Then, HEMnet uses an embedding method, ProSNet (Wang et al., 2017), to infer relationships among its constituent nodes. ProSNet takes a heterogeneous network as input, on which it performs a novel dimensionality reduction algorithm to optimize a low-dimensional vector representation for each node. The vectors of two nodes are colocalized in the low-dimensional space if the nodes are close to each other in the heterogeneous network. After generating low-dimensional vector representations of nodes in the HEMnet, a similarity matrix was constructed according to the similarity between every two embedding vector features, which was calculated by cosine similarity. Finally, the similarity matrix was used to fill in missing features of the original patient characteristics and form the phenotypes of patients (Edward et al., 2017).

The K-means clustering (MacQueen, 1967) was used for the patient phenotype. According to the outcomes, the patients were divided into eight non-overlapping subgroups. The t-distributed stochastic neighbour embedding (t-SNE) algorithm (Cieslak et al., 2020) was used to visualize the outcomes.
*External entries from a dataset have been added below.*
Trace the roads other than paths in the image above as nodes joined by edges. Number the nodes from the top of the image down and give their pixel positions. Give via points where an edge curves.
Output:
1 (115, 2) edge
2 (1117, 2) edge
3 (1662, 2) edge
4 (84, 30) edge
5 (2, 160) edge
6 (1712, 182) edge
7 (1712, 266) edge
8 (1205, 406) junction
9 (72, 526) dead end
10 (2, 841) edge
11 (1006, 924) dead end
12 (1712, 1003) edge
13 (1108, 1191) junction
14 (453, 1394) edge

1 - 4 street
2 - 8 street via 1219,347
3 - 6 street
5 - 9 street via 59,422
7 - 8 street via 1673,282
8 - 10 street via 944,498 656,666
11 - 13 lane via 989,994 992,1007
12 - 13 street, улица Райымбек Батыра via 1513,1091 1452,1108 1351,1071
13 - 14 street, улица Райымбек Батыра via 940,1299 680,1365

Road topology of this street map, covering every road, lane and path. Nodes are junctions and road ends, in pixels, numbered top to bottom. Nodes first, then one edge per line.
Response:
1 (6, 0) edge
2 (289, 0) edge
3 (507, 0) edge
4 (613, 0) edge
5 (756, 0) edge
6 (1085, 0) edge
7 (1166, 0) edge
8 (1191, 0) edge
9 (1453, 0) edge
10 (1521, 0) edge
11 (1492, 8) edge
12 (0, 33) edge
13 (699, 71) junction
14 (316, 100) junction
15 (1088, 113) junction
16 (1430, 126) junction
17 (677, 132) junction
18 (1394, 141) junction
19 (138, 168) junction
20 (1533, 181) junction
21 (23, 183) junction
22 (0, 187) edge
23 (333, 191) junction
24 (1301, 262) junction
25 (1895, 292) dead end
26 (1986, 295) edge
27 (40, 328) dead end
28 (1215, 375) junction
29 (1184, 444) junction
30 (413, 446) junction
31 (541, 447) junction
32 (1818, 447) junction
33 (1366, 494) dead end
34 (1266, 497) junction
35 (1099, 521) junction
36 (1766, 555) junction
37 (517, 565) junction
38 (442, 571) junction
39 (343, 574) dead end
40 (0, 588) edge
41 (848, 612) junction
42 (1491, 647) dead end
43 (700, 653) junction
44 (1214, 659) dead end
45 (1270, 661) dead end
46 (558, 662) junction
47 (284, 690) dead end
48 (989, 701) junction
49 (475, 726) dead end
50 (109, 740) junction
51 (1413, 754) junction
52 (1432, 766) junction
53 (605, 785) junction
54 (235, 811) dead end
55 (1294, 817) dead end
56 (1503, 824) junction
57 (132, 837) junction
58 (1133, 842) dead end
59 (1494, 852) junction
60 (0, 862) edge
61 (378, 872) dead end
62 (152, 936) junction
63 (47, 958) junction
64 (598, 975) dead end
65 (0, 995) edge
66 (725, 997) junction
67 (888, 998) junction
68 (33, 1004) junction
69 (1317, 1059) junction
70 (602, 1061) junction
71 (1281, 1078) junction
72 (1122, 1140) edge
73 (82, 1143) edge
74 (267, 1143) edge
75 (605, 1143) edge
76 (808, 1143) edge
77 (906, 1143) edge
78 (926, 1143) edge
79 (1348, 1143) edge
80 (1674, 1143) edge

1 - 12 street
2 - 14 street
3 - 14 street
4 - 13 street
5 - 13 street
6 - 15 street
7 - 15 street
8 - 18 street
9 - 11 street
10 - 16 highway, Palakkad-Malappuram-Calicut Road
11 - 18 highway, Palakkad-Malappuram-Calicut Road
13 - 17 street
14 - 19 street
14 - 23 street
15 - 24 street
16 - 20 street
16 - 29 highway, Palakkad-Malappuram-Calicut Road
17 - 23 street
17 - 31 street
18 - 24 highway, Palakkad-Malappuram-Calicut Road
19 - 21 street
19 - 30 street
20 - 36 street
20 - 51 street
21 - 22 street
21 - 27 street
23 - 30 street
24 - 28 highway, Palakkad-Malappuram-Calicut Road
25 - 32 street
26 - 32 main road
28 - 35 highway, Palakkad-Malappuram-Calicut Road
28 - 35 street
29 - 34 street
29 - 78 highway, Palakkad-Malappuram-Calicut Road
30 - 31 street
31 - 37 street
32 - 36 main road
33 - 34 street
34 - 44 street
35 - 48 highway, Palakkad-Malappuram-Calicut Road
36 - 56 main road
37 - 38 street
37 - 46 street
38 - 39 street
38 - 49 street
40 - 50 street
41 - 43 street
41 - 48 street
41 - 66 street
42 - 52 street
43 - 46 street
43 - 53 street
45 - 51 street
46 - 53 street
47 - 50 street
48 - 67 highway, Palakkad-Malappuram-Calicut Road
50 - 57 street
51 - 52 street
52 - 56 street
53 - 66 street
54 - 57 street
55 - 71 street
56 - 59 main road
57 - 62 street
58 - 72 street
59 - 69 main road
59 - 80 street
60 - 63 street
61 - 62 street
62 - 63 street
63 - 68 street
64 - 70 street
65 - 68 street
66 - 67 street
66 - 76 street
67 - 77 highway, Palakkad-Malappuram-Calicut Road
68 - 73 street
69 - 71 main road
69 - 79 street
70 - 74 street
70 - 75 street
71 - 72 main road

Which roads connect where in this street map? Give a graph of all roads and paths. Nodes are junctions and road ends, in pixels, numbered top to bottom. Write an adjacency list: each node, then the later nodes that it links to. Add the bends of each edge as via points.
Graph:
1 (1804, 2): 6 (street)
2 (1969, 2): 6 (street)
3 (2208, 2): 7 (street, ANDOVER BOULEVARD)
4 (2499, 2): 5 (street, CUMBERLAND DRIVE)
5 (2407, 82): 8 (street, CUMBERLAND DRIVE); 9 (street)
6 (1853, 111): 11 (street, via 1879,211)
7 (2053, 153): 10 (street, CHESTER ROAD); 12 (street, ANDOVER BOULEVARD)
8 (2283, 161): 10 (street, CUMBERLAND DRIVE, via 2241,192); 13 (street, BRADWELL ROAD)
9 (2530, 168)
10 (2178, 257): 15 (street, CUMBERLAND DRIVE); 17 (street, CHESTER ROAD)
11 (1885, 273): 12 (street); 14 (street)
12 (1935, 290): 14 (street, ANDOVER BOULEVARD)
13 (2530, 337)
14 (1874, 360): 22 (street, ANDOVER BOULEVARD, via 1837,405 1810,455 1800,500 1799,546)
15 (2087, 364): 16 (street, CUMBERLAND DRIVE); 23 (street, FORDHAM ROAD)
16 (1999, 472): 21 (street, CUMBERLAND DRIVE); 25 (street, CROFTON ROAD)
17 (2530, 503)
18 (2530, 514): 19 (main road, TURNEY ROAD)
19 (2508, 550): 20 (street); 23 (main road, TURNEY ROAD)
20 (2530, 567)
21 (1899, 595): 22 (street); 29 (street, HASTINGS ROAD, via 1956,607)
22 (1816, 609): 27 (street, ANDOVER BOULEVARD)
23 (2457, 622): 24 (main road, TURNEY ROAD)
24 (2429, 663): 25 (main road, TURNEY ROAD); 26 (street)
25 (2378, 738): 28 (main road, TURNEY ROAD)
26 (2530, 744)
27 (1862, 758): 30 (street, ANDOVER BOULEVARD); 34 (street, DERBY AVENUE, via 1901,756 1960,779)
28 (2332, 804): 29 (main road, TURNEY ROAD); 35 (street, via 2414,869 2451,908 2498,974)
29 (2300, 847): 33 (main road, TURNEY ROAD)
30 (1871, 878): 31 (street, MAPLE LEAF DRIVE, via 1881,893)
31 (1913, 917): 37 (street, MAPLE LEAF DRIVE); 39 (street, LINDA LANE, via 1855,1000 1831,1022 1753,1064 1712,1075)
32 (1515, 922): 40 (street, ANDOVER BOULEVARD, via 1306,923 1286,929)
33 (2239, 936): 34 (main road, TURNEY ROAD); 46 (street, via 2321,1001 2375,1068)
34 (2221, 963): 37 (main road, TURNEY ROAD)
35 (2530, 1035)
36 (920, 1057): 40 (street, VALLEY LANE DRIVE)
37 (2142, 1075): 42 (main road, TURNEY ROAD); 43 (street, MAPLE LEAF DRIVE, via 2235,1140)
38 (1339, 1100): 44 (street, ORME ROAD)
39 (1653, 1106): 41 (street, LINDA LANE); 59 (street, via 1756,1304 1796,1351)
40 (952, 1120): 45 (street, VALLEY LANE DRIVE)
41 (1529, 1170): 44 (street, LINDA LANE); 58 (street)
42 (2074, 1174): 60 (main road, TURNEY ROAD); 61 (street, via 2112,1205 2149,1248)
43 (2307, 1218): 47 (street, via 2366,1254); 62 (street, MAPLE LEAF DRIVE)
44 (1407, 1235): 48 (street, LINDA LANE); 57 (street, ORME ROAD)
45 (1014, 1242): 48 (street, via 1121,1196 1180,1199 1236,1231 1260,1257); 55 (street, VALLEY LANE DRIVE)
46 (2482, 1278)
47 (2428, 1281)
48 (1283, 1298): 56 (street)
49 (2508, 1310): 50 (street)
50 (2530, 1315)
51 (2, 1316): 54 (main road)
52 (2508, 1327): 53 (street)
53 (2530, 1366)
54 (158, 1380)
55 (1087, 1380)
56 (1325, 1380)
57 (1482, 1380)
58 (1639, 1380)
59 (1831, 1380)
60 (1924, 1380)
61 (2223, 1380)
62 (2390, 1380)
The chi-square test and relative risk (RR) (Pirhaji et al., 2008; Ouimet et al., 2010) were used to assess the significance of clinical features, including symptom phenotypes, syndrome diagnoses, botanical drugs and comorbidities in eight subgroups. In this study, patients with a certain clinical feature, such as a symptom phenotype, in a particular subgroup as an exposed group, and the remaining patients with this certain clinical feature as the non-exposed group. So RR is defined as RR = (C_ij/C_i)/((C_j-C_ij)/(N-C_i)), where C_i is the number of patients in subgroup i, C_j is the number of patients with a clinical feature j, C_ij represents the number of patients in subgroup i and with a clinical feature j and N is the total number of patients in the study. A p-value <0.05, which was obtained from the chi-square test, and an RR > 1 indicated that a clinical feature was truly significant.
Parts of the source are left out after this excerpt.